═════ Material to process

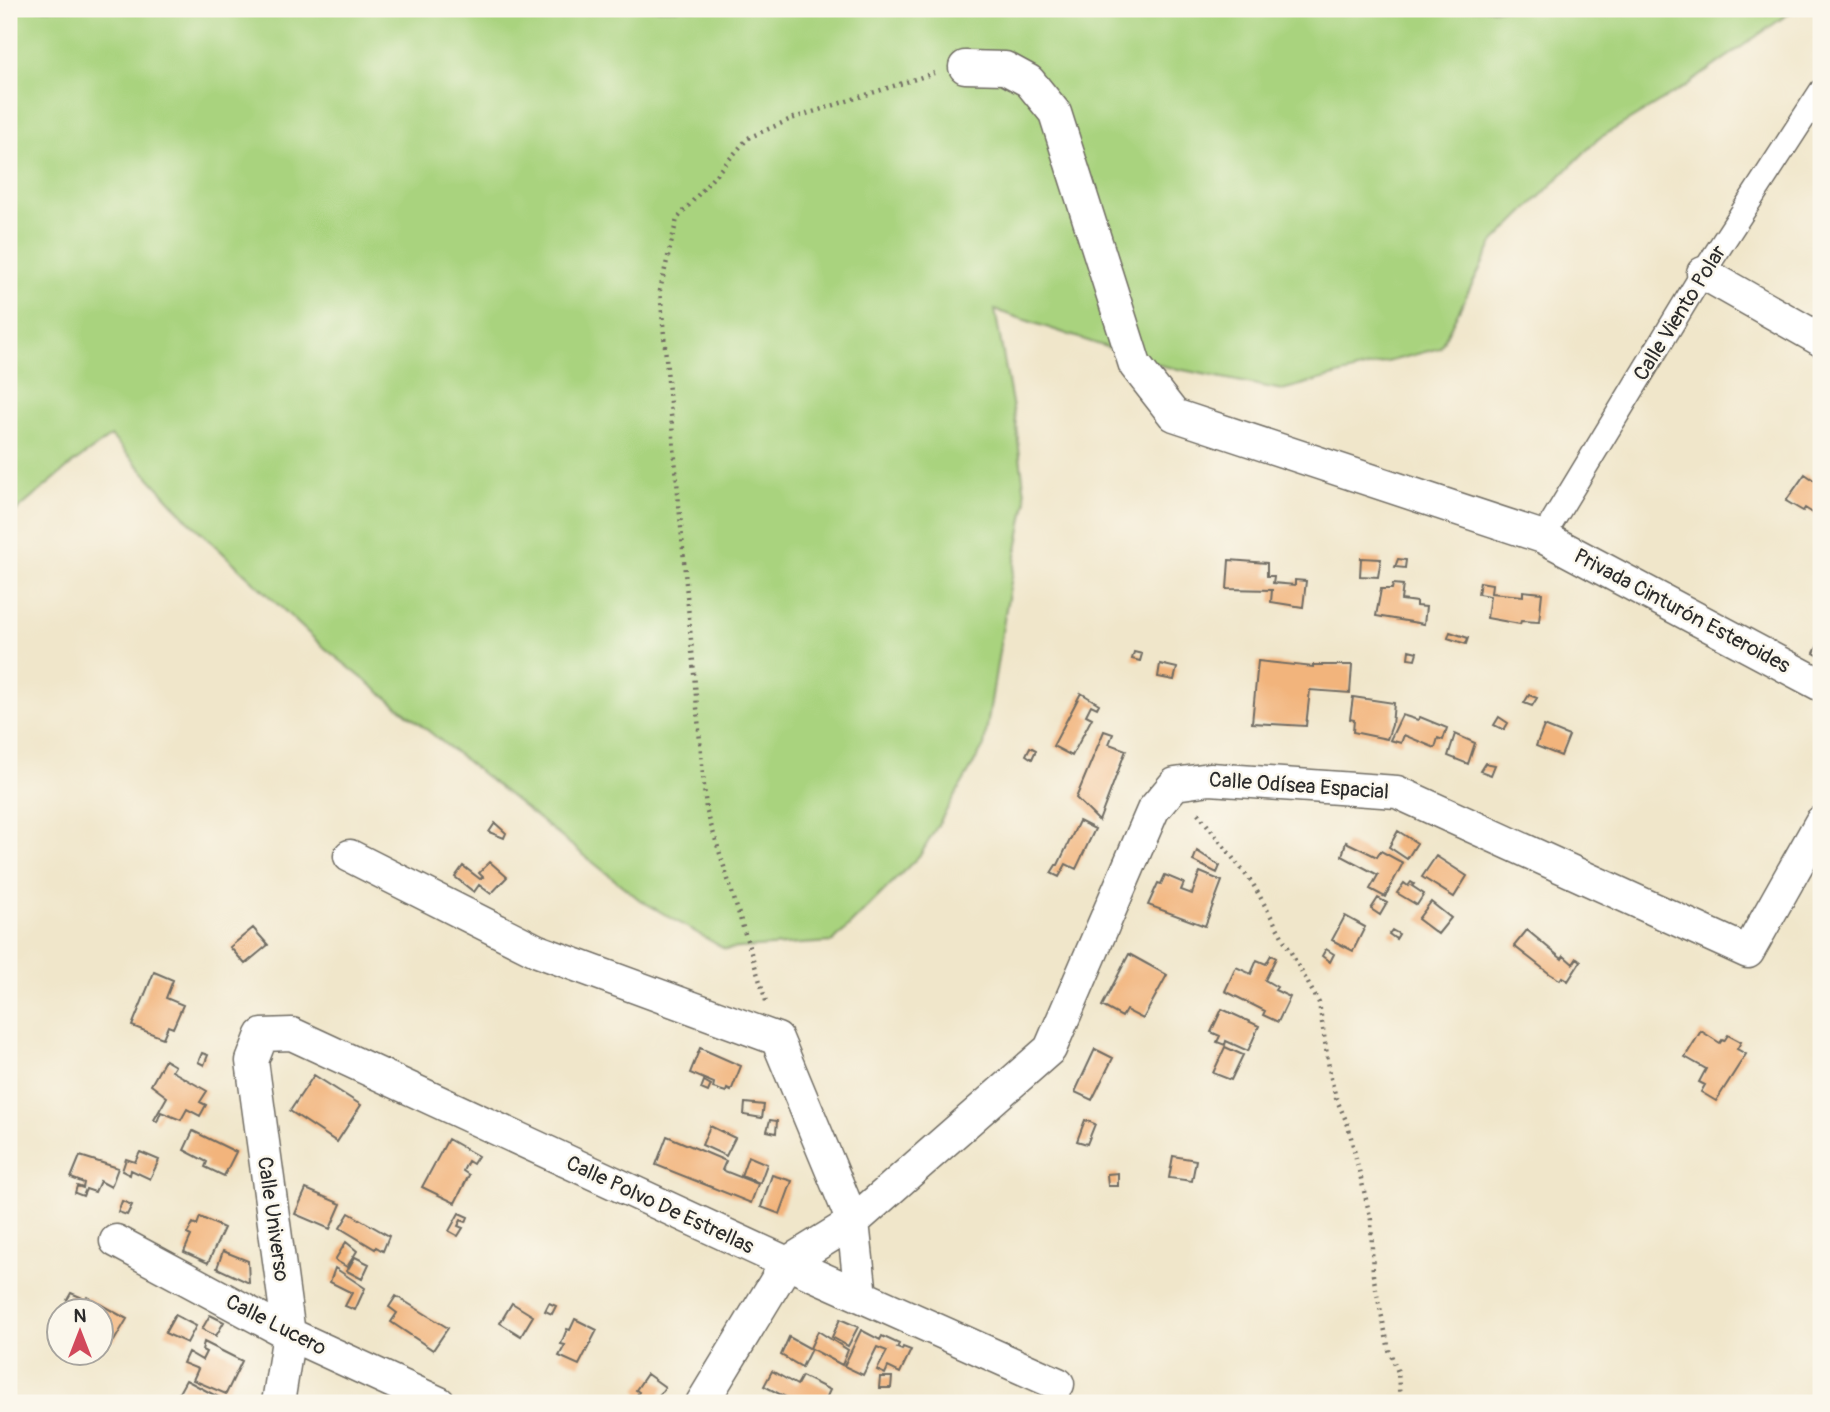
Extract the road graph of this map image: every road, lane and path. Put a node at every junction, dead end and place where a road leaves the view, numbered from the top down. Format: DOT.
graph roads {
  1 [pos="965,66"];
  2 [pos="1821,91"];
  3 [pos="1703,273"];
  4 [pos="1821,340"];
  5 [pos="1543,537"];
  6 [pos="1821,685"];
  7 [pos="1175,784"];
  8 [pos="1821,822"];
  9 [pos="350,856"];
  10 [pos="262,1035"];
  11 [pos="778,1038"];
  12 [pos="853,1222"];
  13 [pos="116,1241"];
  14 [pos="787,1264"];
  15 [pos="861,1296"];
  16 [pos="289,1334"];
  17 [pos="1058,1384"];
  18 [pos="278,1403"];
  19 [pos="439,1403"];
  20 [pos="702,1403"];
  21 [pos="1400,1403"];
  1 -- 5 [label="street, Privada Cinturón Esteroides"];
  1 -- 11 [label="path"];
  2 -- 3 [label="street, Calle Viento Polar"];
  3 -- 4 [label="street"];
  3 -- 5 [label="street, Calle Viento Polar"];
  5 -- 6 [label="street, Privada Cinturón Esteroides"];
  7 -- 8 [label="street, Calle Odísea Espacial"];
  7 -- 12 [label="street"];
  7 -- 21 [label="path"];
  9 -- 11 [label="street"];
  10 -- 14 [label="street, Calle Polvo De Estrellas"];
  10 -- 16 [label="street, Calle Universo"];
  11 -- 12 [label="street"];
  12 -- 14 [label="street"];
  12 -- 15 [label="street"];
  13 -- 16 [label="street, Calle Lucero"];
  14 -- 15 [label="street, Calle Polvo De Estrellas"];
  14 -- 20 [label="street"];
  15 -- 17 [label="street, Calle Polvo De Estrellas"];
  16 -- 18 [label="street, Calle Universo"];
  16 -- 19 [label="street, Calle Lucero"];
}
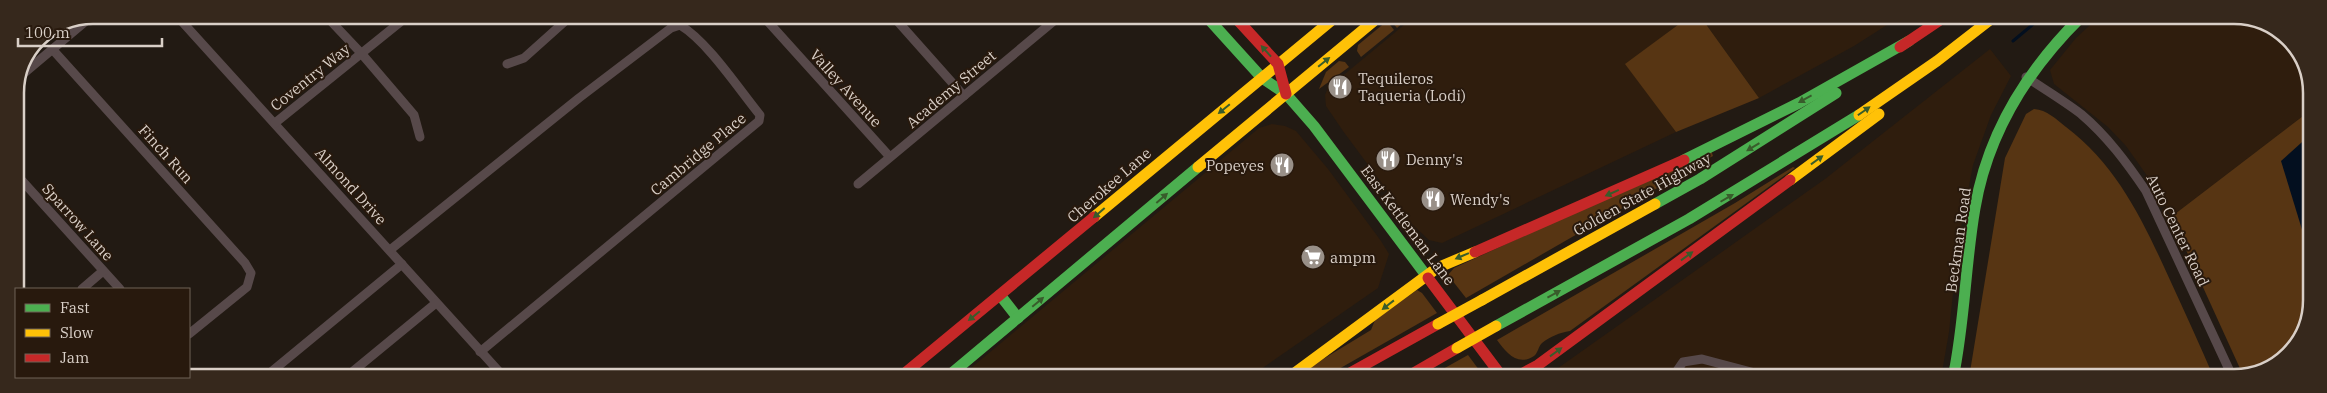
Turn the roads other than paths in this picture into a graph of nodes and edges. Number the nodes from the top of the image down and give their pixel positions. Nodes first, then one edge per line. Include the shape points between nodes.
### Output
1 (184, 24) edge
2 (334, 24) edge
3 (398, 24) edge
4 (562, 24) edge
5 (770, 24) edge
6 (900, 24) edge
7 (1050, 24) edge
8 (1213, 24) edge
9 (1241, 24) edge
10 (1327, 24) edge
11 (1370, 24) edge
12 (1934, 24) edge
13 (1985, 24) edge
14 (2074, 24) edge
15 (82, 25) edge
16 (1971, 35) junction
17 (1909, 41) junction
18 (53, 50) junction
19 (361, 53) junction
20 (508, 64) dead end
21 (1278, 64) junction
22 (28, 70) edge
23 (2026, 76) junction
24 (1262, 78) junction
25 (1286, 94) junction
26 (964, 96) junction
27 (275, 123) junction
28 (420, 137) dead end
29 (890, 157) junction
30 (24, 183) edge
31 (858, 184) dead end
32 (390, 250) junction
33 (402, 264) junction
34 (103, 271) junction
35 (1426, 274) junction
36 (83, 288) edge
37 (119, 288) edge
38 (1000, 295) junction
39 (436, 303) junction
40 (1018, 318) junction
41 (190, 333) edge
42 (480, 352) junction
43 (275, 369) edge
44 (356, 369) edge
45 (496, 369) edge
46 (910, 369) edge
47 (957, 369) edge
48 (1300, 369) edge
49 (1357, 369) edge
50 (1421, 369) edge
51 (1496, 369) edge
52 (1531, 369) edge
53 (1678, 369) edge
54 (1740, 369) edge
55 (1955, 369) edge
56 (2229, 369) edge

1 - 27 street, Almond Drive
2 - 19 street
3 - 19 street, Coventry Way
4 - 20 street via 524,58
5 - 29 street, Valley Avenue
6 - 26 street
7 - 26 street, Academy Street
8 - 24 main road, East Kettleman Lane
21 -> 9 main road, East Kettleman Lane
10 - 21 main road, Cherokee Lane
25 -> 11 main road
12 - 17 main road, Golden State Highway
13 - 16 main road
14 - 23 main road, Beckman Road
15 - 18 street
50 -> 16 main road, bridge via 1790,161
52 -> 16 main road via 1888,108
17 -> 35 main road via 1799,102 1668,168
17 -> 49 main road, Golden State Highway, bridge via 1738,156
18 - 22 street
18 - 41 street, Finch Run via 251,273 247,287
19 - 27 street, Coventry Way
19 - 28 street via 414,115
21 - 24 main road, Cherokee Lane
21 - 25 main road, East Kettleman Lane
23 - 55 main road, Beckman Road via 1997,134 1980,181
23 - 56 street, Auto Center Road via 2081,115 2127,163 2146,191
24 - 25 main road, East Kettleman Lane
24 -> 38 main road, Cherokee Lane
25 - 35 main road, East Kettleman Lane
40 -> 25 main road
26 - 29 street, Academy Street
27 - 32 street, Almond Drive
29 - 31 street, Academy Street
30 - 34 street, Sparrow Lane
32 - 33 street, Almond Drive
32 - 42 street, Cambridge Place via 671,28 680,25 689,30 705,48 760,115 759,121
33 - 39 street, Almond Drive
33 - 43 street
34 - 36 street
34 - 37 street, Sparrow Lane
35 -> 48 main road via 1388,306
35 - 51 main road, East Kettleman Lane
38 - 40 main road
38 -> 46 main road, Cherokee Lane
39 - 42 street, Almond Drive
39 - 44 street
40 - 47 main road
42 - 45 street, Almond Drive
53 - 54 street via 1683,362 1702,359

══════════

Assigned task: Would you print all the entries again exactly, minus any pictures?

Answer to this exercise:
Extract the road graph of this map image: every road, lane and path. Put a node at every junction, dead end and place where a road leaves the view, numbered from the top down. Format: DOT.
graph roads {
  1 [pos="965,66"];
  2 [pos="1821,91"];
  3 [pos="1703,273"];
  4 [pos="1821,340"];
  5 [pos="1543,537"];
  6 [pos="1821,685"];
  7 [pos="1175,784"];
  8 [pos="1821,822"];
  9 [pos="350,856"];
  10 [pos="262,1035"];
  11 [pos="778,1038"];
  12 [pos="853,1222"];
  13 [pos="116,1241"];
  14 [pos="787,1264"];
  15 [pos="861,1296"];
  16 [pos="289,1334"];
  17 [pos="1058,1384"];
  18 [pos="278,1403"];
  19 [pos="439,1403"];
  20 [pos="702,1403"];
  21 [pos="1400,1403"];
  1 -- 5 [label="street, Privada Cinturón Esteroides"];
  1 -- 11 [label="path"];
  2 -- 3 [label="street, Calle Viento Polar"];
  3 -- 4 [label="street"];
  3 -- 5 [label="street, Calle Viento Polar"];
  5 -- 6 [label="street, Privada Cinturón Esteroides"];
  7 -- 8 [label="street, Calle Odísea Espacial"];
  7 -- 12 [label="street"];
  7 -- 21 [label="path"];
  9 -- 11 [label="street"];
  10 -- 14 [label="street, Calle Polvo De Estrellas"];
  10 -- 16 [label="street, Calle Universo"];
  11 -- 12 [label="street"];
  12 -- 14 [label="street"];
  12 -- 15 [label="street"];
  13 -- 16 [label="street, Calle Lucero"];
  14 -- 15 [label="street, Calle Polvo De Estrellas"];
  14 -- 20 [label="street"];
  15 -- 17 [label="street, Calle Polvo De Estrellas"];
  16 -- 18 [label="street, Calle Universo"];
  16 -- 19 [label="street, Calle Lucero"];
}
Turn the roads other than paths in this picture into a graph of nodes and edges. Number the nodes from the top of the image down and give their pixel positions. Nodes first, then one edge per line. Include the shape points between nodes.
### Output
1 (184, 24) edge
2 (334, 24) edge
3 (398, 24) edge
4 (562, 24) edge
5 (770, 24) edge
6 (900, 24) edge
7 (1050, 24) edge
8 (1213, 24) edge
9 (1241, 24) edge
10 (1327, 24) edge
11 (1370, 24) edge
12 (1934, 24) edge
13 (1985, 24) edge
14 (2074, 24) edge
15 (82, 25) edge
16 (1971, 35) junction
17 (1909, 41) junction
18 (53, 50) junction
19 (361, 53) junction
20 (508, 64) dead end
21 (1278, 64) junction
22 (28, 70) edge
23 (2026, 76) junction
24 (1262, 78) junction
25 (1286, 94) junction
26 (964, 96) junction
27 (275, 123) junction
28 (420, 137) dead end
29 (890, 157) junction
30 (24, 183) edge
31 (858, 184) dead end
32 (390, 250) junction
33 (402, 264) junction
34 (103, 271) junction
35 (1426, 274) junction
36 (83, 288) edge
37 (119, 288) edge
38 (1000, 295) junction
39 (436, 303) junction
40 (1018, 318) junction
41 (190, 333) edge
42 (480, 352) junction
43 (275, 369) edge
44 (356, 369) edge
45 (496, 369) edge
46 (910, 369) edge
47 (957, 369) edge
48 (1300, 369) edge
49 (1357, 369) edge
50 (1421, 369) edge
51 (1496, 369) edge
52 (1531, 369) edge
53 (1678, 369) edge
54 (1740, 369) edge
55 (1955, 369) edge
56 (2229, 369) edge

1 - 27 street, Almond Drive
2 - 19 street
3 - 19 street, Coventry Way
4 - 20 street via 524,58
5 - 29 street, Valley Avenue
6 - 26 street
7 - 26 street, Academy Street
8 - 24 main road, East Kettleman Lane
21 -> 9 main road, East Kettleman Lane
10 - 21 main road, Cherokee Lane
25 -> 11 main road
12 - 17 main road, Golden State Highway
13 - 16 main road
14 - 23 main road, Beckman Road
15 - 18 street
50 -> 16 main road, bridge via 1790,161
52 -> 16 main road via 1888,108
17 -> 35 main road via 1799,102 1668,168
17 -> 49 main road, Golden State Highway, bridge via 1738,156
18 - 22 street
18 - 41 street, Finch Run via 251,273 247,287
19 - 27 street, Coventry Way
19 - 28 street via 414,115
21 - 24 main road, Cherokee Lane
21 - 25 main road, East Kettleman Lane
23 - 55 main road, Beckman Road via 1997,134 1980,181
23 - 56 street, Auto Center Road via 2081,115 2127,163 2146,191
24 - 25 main road, East Kettleman Lane
24 -> 38 main road, Cherokee Lane
25 - 35 main road, East Kettleman Lane
40 -> 25 main road
26 - 29 street, Academy Street
27 - 32 street, Almond Drive
29 - 31 street, Academy Street
30 - 34 street, Sparrow Lane
32 - 33 street, Almond Drive
32 - 42 street, Cambridge Place via 671,28 680,25 689,30 705,48 760,115 759,121
33 - 39 street, Almond Drive
33 - 43 street
34 - 36 street
34 - 37 street, Sparrow Lane
35 -> 48 main road via 1388,306
35 - 51 main road, East Kettleman Lane
38 - 40 main road
38 -> 46 main road, Cherokee Lane
39 - 42 street, Almond Drive
39 - 44 street
40 - 47 main road
42 - 45 street, Almond Drive
53 - 54 street via 1683,362 1702,359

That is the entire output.